Empilisweni District Hospital is a Provincial government funded hospital for the Senqu Local Municipality area in Sterkspruit, Eastern Cape in South Africa. Empilisweni is a level 1 hospital situated near the Lesotho and Free State borders with 93 usable beds. It forms a cluster with Umlamli Hospital, Lady Grey and Cloete Joubert Hospitals.

The population served by the hospital numbers 144,450.

The hospital departments include Emergency department, Maternity ward, Out Patients Department, Surgical Services, Medical Services, Pharmacy, Anti-Retroviral (ARV) treatment for HIV/AIDS, Oral Health Care Provides, Physiotherapy, Occupational therapy, Dietetics, Laundry Services, Kitchen Services and Mortuary.
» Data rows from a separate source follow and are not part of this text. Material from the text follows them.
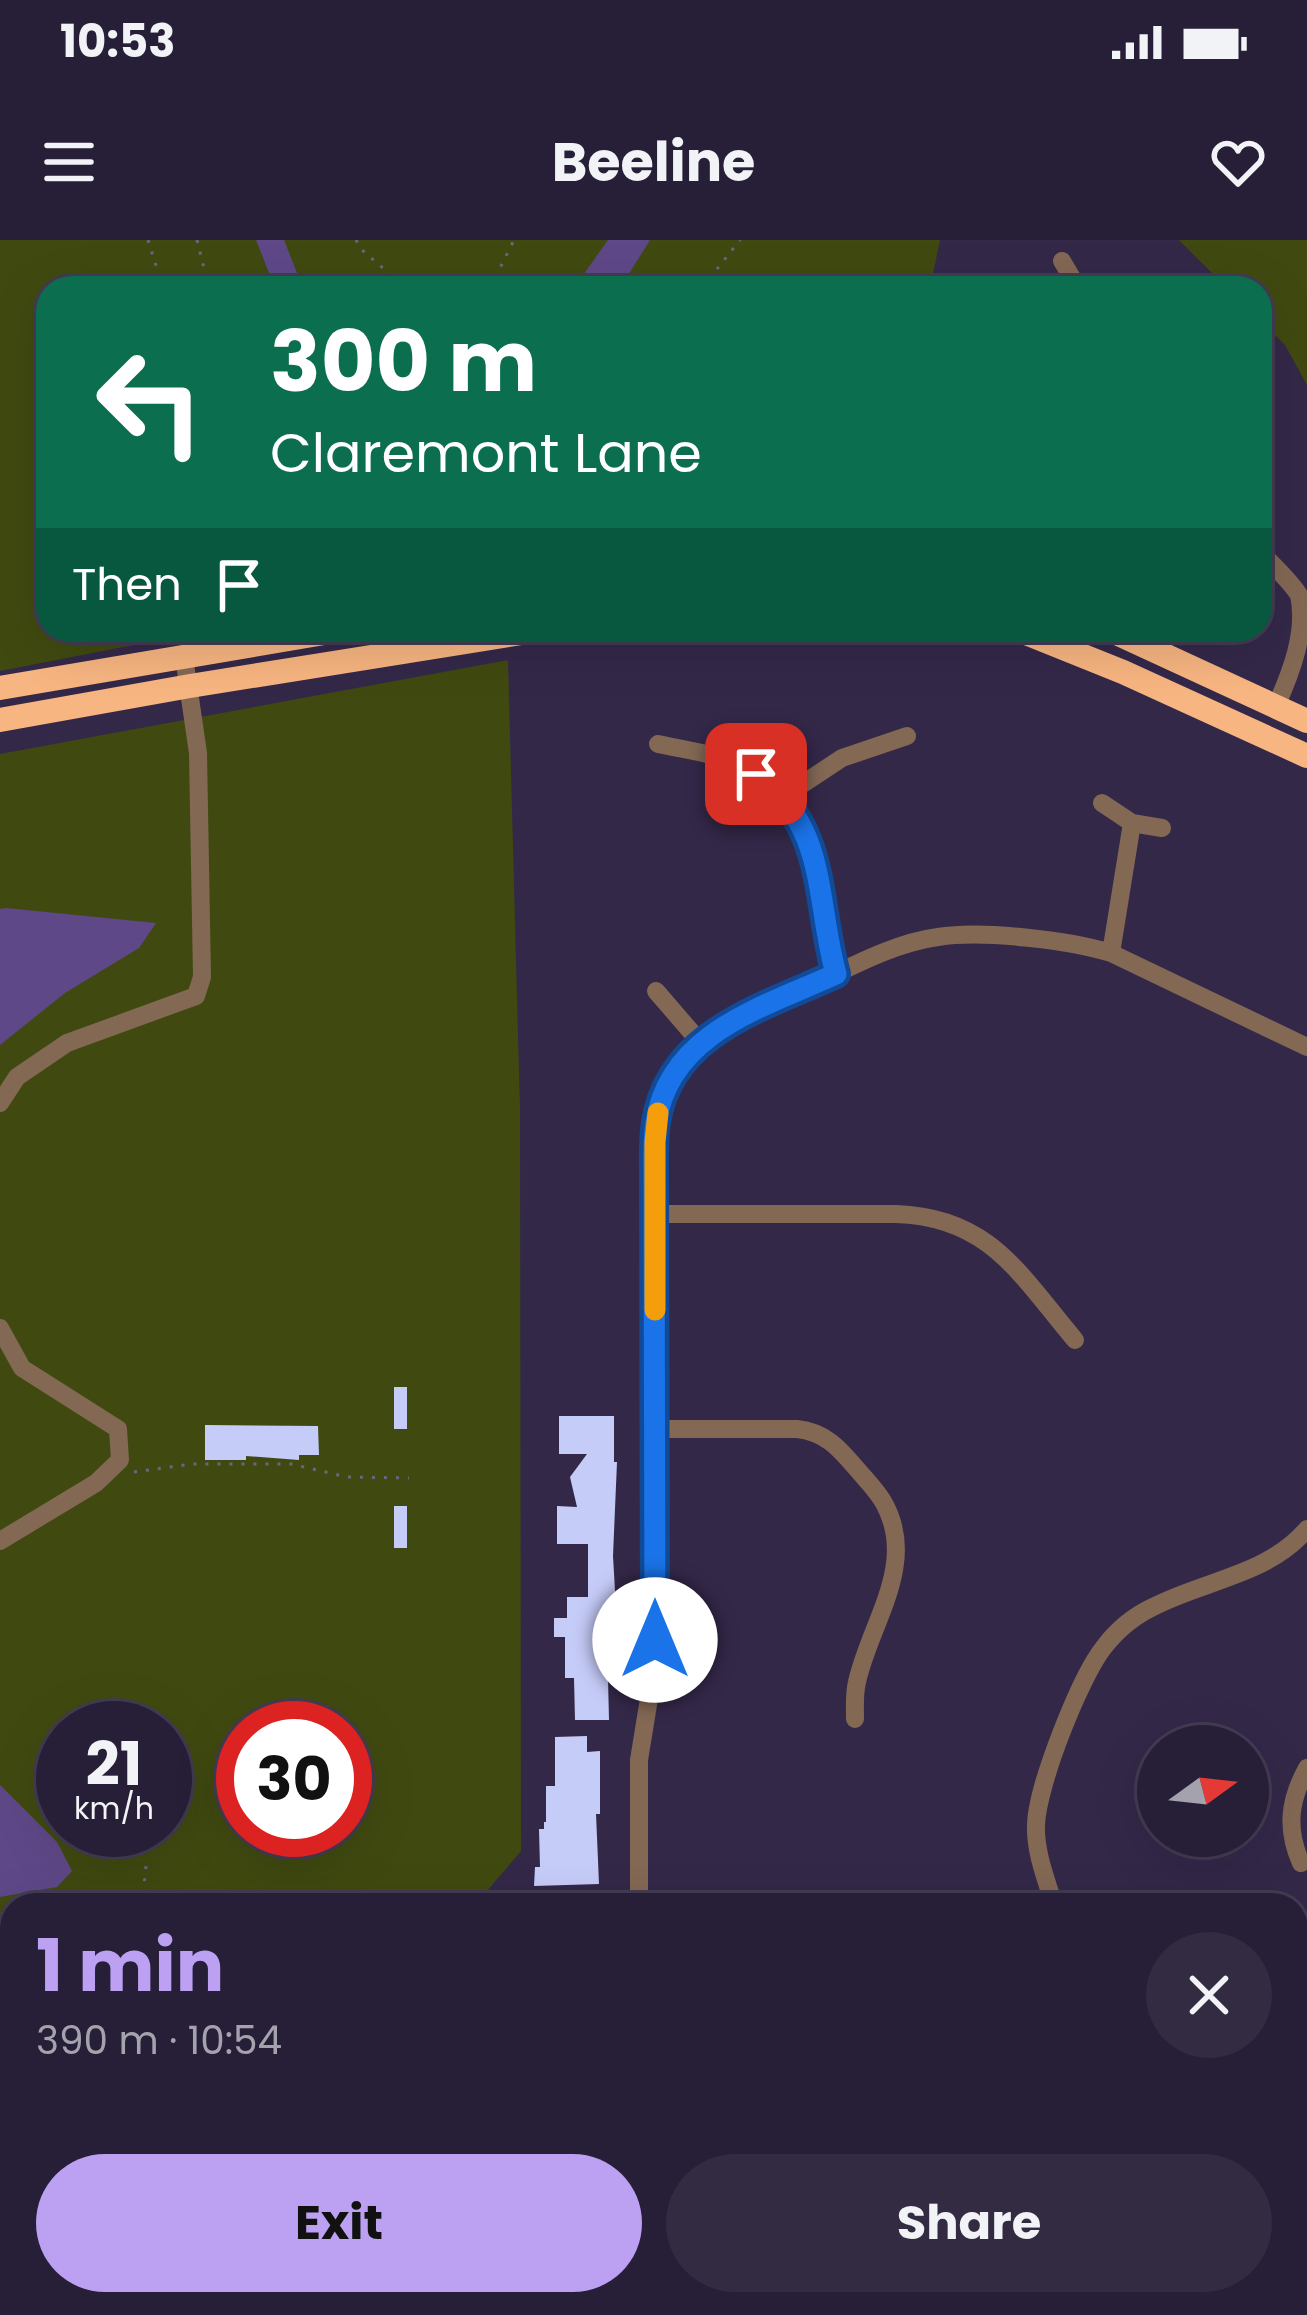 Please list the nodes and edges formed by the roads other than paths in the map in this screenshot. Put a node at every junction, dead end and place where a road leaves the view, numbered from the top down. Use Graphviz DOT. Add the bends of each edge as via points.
graph roads {
  1 [pos="1062,261"];
  2 [pos="1071,276"];
  3 [pos="1272,564"];
  4 [pos="271,642"];
  5 [pos="465,642"];
  6 [pos="1048,642"];
  7 [pos="1107,642"];
  8 [pos="1137,642"];
  9 [pos="184,657"];
  10 [pos="1123,672"];
  11 [pos="190,686"];
  12 [pos="0,688"];
  13 [pos="1276,706"];
  14 [pos="0,720"];
  15 [pos="1307,721"];
  16 [pos="907,736"];
  17 [pos="658,744"];
  18 [pos="1307,756"];
  19 [pos="783,797"];
  20 [pos="1102,803"];
  21 [pos="1132,823"];
  22 [pos="1162,828"];
  23 [pos="1111,953"];
  24 [pos="836,974"];
  25 [pos="656,992"];
  26 [pos="700,1042"];
  27 [pos="1307,1047"];
  28 [pos="0,1102"];
  29 [pos="654,1214"];
  30 [pos="0,1328"];
  31 [pos="1075,1340"];
  32 [pos="655,1430"];
  33 [pos="1307,1529"];
  34 [pos="0,1541"];
  35 [pos="855,1719"];
  36 [pos="1307,1768"];
  37 [pos="1300,1863"];
  38 [pos="639,1893"];
  39 [pos="1051,1893"];
  1 -- 2 [label="street"];
  3 -- 13 [label="street" via="1300,596 1307,623"];
  4 -- 9 [label="highway"];
  5 -- 11 [label="highway"];
  6 -- 10 [label="highway"];
  7 -- 10 [label="highway"];
  8 -- 13 [label="highway"];
  9 -- 11 [label="street"];
  9 -- 12 [label="highway"];
  10 -- 18 [label="highway"];
  11 -- 14 [label="highway"];
  11 -- 28 [label="street" via="198,753 196,996 67,1043 16,1077"];
  13 -- 15 [label="highway"];
  16 -- 19 [label="street" via="842,758"];
  17 -- 19 [label="street" via="740,765"];
  19 -- 24 [label="street" via="812,851"];
  20 -- 21 [label="street"];
  21 -- 22 [label="street"];
  21 -- 23 [label="street"];
  23 -- 24 [label="street" via="947,935"];
  23 -- 27 [label="street"];
  24 -- 26 [label="street"];
  25 -- 26 [label="street"];
  26 -- 29 [label="street" via="659,1107"];
  29 -- 31 [label="street" via="944,1220 1002,1255"];
  29 -- 32 [label="street"];
  30 -- 34 [label="street" via="22,1368 118,1429 120,1460"];
  32 -- 35 [label="street" via="817,1433 835,1443 884,1503 897,1557 858,1677"];
  32 -- 38 [label="street" via="655,1658 639,1760"];
  33 -- 39 [label="street" via="1272,1560 1136,1617 1101,1650 1037,1808"];
  36 -- 37 [label="street" via="1290,1815"];
}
Starting July 2011, Broadreach Healthcare - an NGO assisting the South African National Department of Health in the management and treatment of HIV/AIDS in rural populations - built a comprehensive ARV site on the hospital grounds using donor funding; it became fully operational since March 2012.

==History==
Empilisweni was a donation from the Dutch Reformed Church in 1976. The hospital was built in 1933 utilising muddy bricks with little accommodation for church ministers only and recently cannot cope with the appointment of enough skilled professionals needed for the institution. The buildings were old and falling with outdated plumbing, old wiring, leaking of water systems and old drainage.